Making Earth System Models That Match the Speed of Climate Change

A pair of researchers in the School of Earth and Atmospheric Sciences will soon assist the U.S. Department of Energy (DOE) in improving the computer models used to figure out just how much climate change has impacted Earth’s oceans and atmosphere — and what changes may happen in the future. 

The research from assistant professor Taka Ito and professor Annalisa Bracco is one of nine projects that will share $7 million in DOE funding. The goal of the studies, according to a recent press release, is “improving DOE’s Energy Exascale Earth System Model (E3SM), the first comprehensive model of the Earth system to take full advantage of the world-leading supercomputing capabilities at DOE's national laboratories.”

The nine studies “will focus on a range of different topics, from improved representation of ecological systems and cloud-aerosol interactions in predictive models, to quantifying uncertainties across a range of processes, scales, time horizons, and regional impacts.” 

Bracco and Ito are the two principal investigators of their research study, with colleagues from the DOE’s Los Alamos National Laboratory in New Mexico collaborating on the project. 

A quick primer on earth system models 

“Ocean physical-biogeochemical interactions in the CMIP6 and E3SM Earth System Models” is the official title for Ito and Bracco’s forthcoming research, and it refers to two climate models among a suite available to climate scientists: the World Climate Research Programme’s Coupled Model Intercomparison Project Phase 6 (CMIP6) and the DOE’s model. 

Earth system models (ESMs) are computer and math-based tools that can help explain the global carbon cycle that is integral to the Earth system. The models represent “the atmosphere, ocean, land surface, chemical, and some biological processes in the Earth system,” he says. “This a huge code that kind of encapsulates what we think is going on process-wise. We describe them in the mathematical and computer languages, and then we simulate the computer code and we simulate the systems and how they interact.”

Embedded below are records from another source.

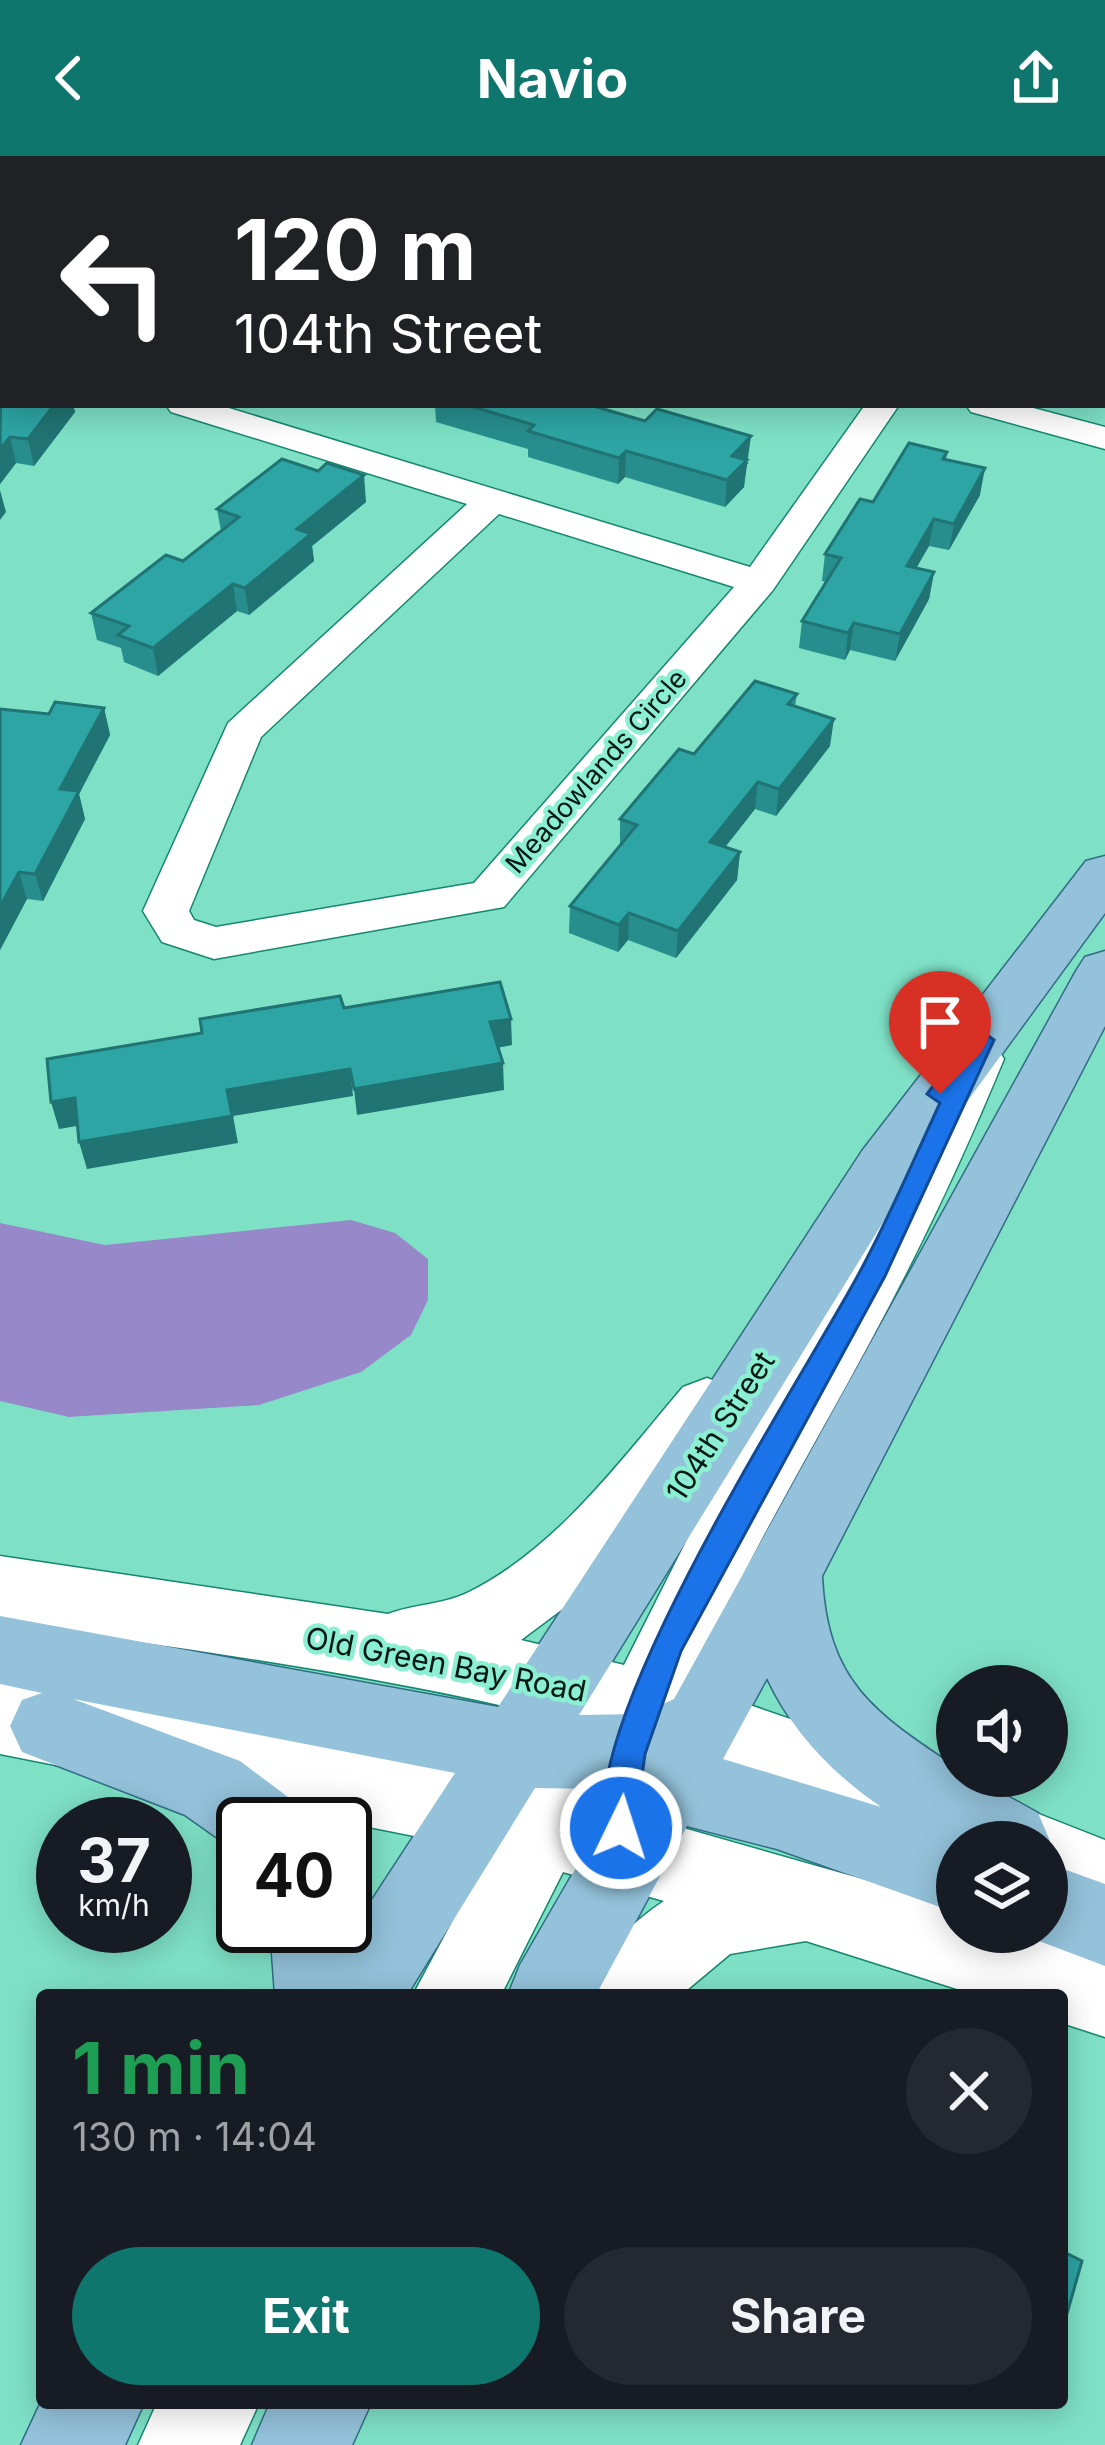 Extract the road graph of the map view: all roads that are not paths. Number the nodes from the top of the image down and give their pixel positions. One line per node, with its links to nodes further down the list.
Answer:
1 (193, 408): 5 (street)
2 (880, 408): 6 (street, Meadowlands Circle)
3 (993, 408): 4 (street)
4 (1105, 438)
5 (493, 500): 6 (street); 6 (street, Meadowlands Circle)
6 (759, 582)
7 (1105, 874): 9 (main road, 104th Street)
8 (1105, 971): 11 (main road, 104th Street)
9 (982, 1040): 10 (main road, 104th Street); 16 (street)
10 (801, 1301): 13 (street); 16 (main road, 104th Street)
11 (784, 1574): 16 (main road, 104th Street); 18 (main road)
12 (0, 1588): 13 (street, Old Green Bay Road)
13 (366, 1646): 16 (street, Old Green Bay Road)
14 (0, 1650): 16 (main road)
15 (24, 1722): 16 (street, Old Green Bay Road); 17 (main road)
16 (590, 1758): 19 (street, Old Green Bay Road); 20 (street, Old Green Bay Road); 22 (main road); 29 (main road, 104th Street); 30 (street)
17 (224, 1797)
18 (978, 1821)
19 (936, 1826)
20 (630, 1851): 24 (street, Old Green Bay Road); 31 (main road)
21 (1068, 1865): 23 (street)
22 (936, 1866)
23 (1105, 1880)
24 (827, 1906): 32 (street); 33 (street, Old Green Bay Road)
25 (1068, 1911): 26 (main road)
26 (1105, 1924)
27 (313, 1953): 28 (main road)
28 (316, 1989)
29 (365, 1989)
30 (458, 1989)
31 (553, 1989)
32 (630, 1989)
33 (1105, 1995)
34 (92, 2409): 37 (main road)
35 (208, 2409): 38 (street)
36 (320, 2409): 39 (main road)
37 (69, 2445)
38 (186, 2445)
39 (300, 2445)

Ito adds that to date, those models haven’t kept up with rapid advances in observational and analytical data concerning the global carbon cycle. 

Giving earth system models a makeover

Ito and Bracco explain in an informal abstract for their project that Earth’s three major reservoirs — land, atmosphere, and oceans — exchange carbon for the planet. They note an estimate that the ocean now holds the vast majority — more than 90 percent — of carbon. They also explain that, during the past two centuries, humans tapping into fossil fuels have dramatically altered that cycle, with the ocean now becoming a significant carbon sink. 

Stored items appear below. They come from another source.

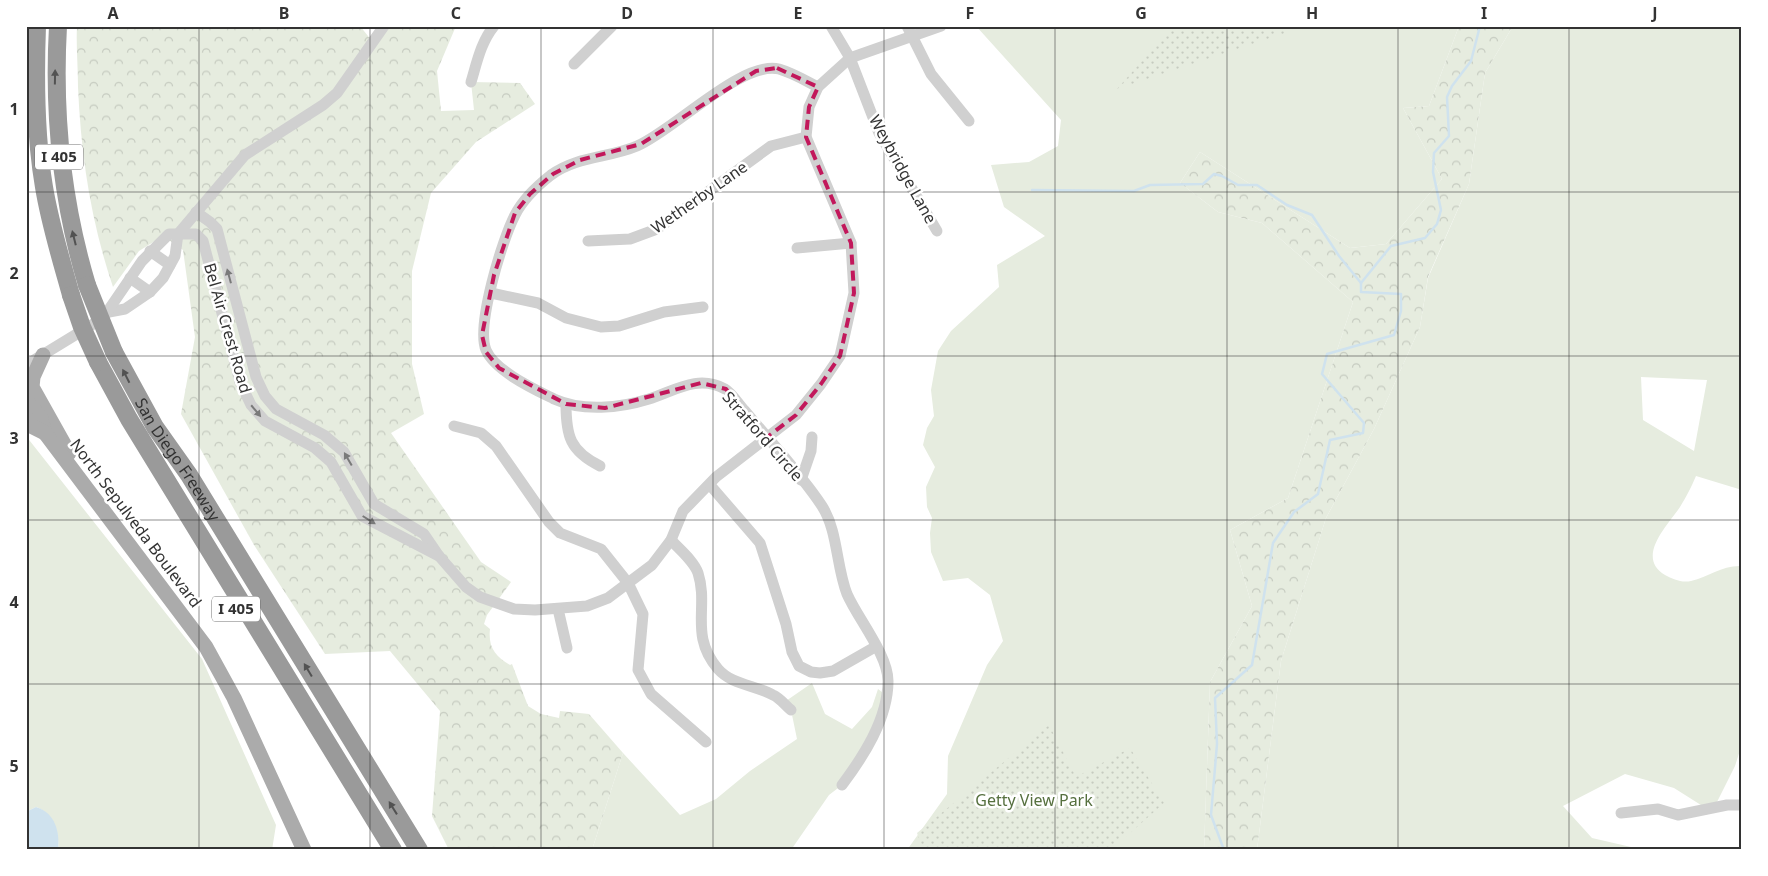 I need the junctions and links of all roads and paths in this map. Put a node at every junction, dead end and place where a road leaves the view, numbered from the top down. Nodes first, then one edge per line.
1 (28, 26) edge
2 (37, 26) edge
3 (58, 26) edge
4 (384, 26) edge
5 (494, 26) edge
6 (612, 26) edge
7 (831, 26) edge
8 (907, 26) edge
9 (941, 26) edge
10 (912, 38) junction
11 (850, 58) junction
12 (26, 59) edge
13 (574, 64) dead end
14 (471, 82) dead end
15 (818, 87) junction
16 (26, 94) edge
17 (969, 121) dead end
18 (806, 136) junction
19 (196, 212) junction
20 (938, 231) dead end
21 (178, 234) junction
22 (588, 241) dead end
23 (851, 243) junction
24 (797, 248) dead end
25 (150, 251) junction
26 (170, 265) junction
27 (130, 278) junction
28 (150, 292) junction
29 (491, 293) junction
30 (68, 297) junction
31 (702, 307) dead end
32 (109, 312) junction
33 (43, 355) junction
34 (26, 357) edge
35 (94, 364) junction
36 (26, 365) edge
37 (26, 400) edge
38 (566, 404) junction
39 (26, 418) edge
40 (454, 426) dead end
41 (45, 433) junction
42 (812, 437) dead end
43 (766, 438) junction
44 (600, 466) dead end
45 (190, 476) junction
46 (801, 480) junction
47 (83, 481) junction
48 (710, 485) junction
49 (671, 540) junction
50 (439, 556) junction
51 (628, 583) junction
52 (558, 609) junction
53 (876, 647) junction
54 (567, 648) dead end
55 (791, 710) dead end
56 (706, 742) dead end
57 (842, 786) dead end
58 (1742, 805) edge
59 (1621, 813) dead end
60 (302, 849) edge
61 (384, 850) edge
62 (394, 850) edge
63 (404, 850) edge
64 (419, 850) edge

1 - 12 highway
2 - 30 highway
45 -> 3 highway, San Diego Freeway / I 405, bridge
4 - 19 street
5 - 14 street
6 - 13 street
7 - 11 street, Weybridge Lane
8 - 10 street
9 - 10 street, Bel Air Crest Road
10 - 11 street, Bel Air Crest Road
10 - 17 street
11 - 15 street, Bel Air Crest Road
11 - 20 street, Weybridge Lane
15 - 18 street, Bel Air Crest Road
15 - 29 street, Stratford Circle
16 - 30 highway, San Diego Freeway / I 405
18 - 22 street, Wetherby Lane
18 - 23 street, Bel Air Crest Road
19 - 21 street
50 -> 19 street, Bel Air Crest Road
21 - 25 street
21 - 26 street
21 -> 50 street, Bel Air Crest Road
23 - 24 street
23 - 43 street, Bel Air Crest Road
25 - 26 street
25 - 27 street
26 - 28 street
27 - 28 street
27 - 32 street
28 - 32 street
29 - 31 street
29 - 38 street, Stratford Circle
30 - 35 highway, San Diego Freeway / I 405
32 - 33 street
33 - 34 main road
33 - 36 street
33 - 47 main road
35 - 61 highway, San Diego Freeway / I 405
35 - 62 highway
37 - 41 main road, North Sepulveda Boulevard
38 - 43 street, Stratford Circle
38 - 44 street
39 - 41 main road, North Sepulveda Boulevard
40 - 51 street
41 - 47 main road, North Sepulveda Boulevard
42 - 46 street
43 - 46 street, Stratford Circle
43 - 48 street, Bel Air Crest Road
45 - 63 highway
64 -> 45 highway, San Diego Freeway / I 405
46 - 53 street, Stratford Circle
47 - 60 main road, North Sepulveda Boulevard
48 - 49 street, Bel Air Crest Road
48 - 53 street
49 - 51 street, Bel Air Crest Road
49 - 55 street
50 - 52 street, Bel Air Crest Road
51 - 52 street, Bel Air Crest Road
51 - 56 street
52 - 54 street
53 - 57 street, Stratford Circle
58 - 59 street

“The excess anthropogenic carbon that has been accumulating in the ocean is altering its chemistry and the marine ecosystems,” Ito and Bracco share. “At the same time, climate change is modifying the ocean physics, with consequences for the transport of carbon into the ocean. Changing ocean circulation is similarly important for the global oxygen cycling. Approximately half of oxygen production occurs in the ocean, but changes in ocean transport, mixing, and biological production are changing oxygen production and cycling.” 

This is where ESMs can be a valuable tool for understanding these changes, but “unfortunately, these models underestimate the amplitude of the changes in ocean carbon uptake and dissolved oxygen content on the timescales of tens of years,” Ito says. “Additionally, they disagree over the sign of predicted changes in dissolved oxygen in the tropical oceans under global warming scenarios.”

In other words, climate change is happening so rapidly, some of the leading climate models aren’t keeping up.

“We think those are major regions of uncertainty, and we want to understand what causes those differences,” Ito says. “For the case of carbon dioxide uptake, what are the key differences between models and observation? Hopefully, that information will help us improve the next generation of ESMs. We want to eventually contribute to the better model performance and projections.”

Bringing big data, machine learning into the mix 

The project is an extension of the research that Annalisa Bracco started in 2018 for a separate DOE grant involving climate science. The methodology she developed there relied more on data mining and machine learning to take all climate factors – aerosols, winds, clouds, and other data – into account without overwhelming individuals having to manage and interpret the data. Bracco’s methodology enabled software and computers to do the work that humans had to do before, and further allows for faster input of the latest climate data into the models. 

“With this project we hope to identify and contribute to correct some of the major biases that models have in representing the ocean carbon cycle, which is fundamental in the anthropogenic (human-caused) carbon dioxide uptake,” Bracco says. “Working with DOE scientists who develop the model will make our results all the more relevant, because they can be 'turned' into model improvements right away.”

Bracco and a graduate student in her lab group, Fabrizio Falasca
have continued to build on her 2018 work, “developing more tools to complete a framework to investigate climate variability and change. The possibility to collaborate and learn from scientists in the College of Computing has been invaluable, of course,” Bracco notes. 

Bracco and Ito add that any analysis tools that arise from their project will be shared in the public domain.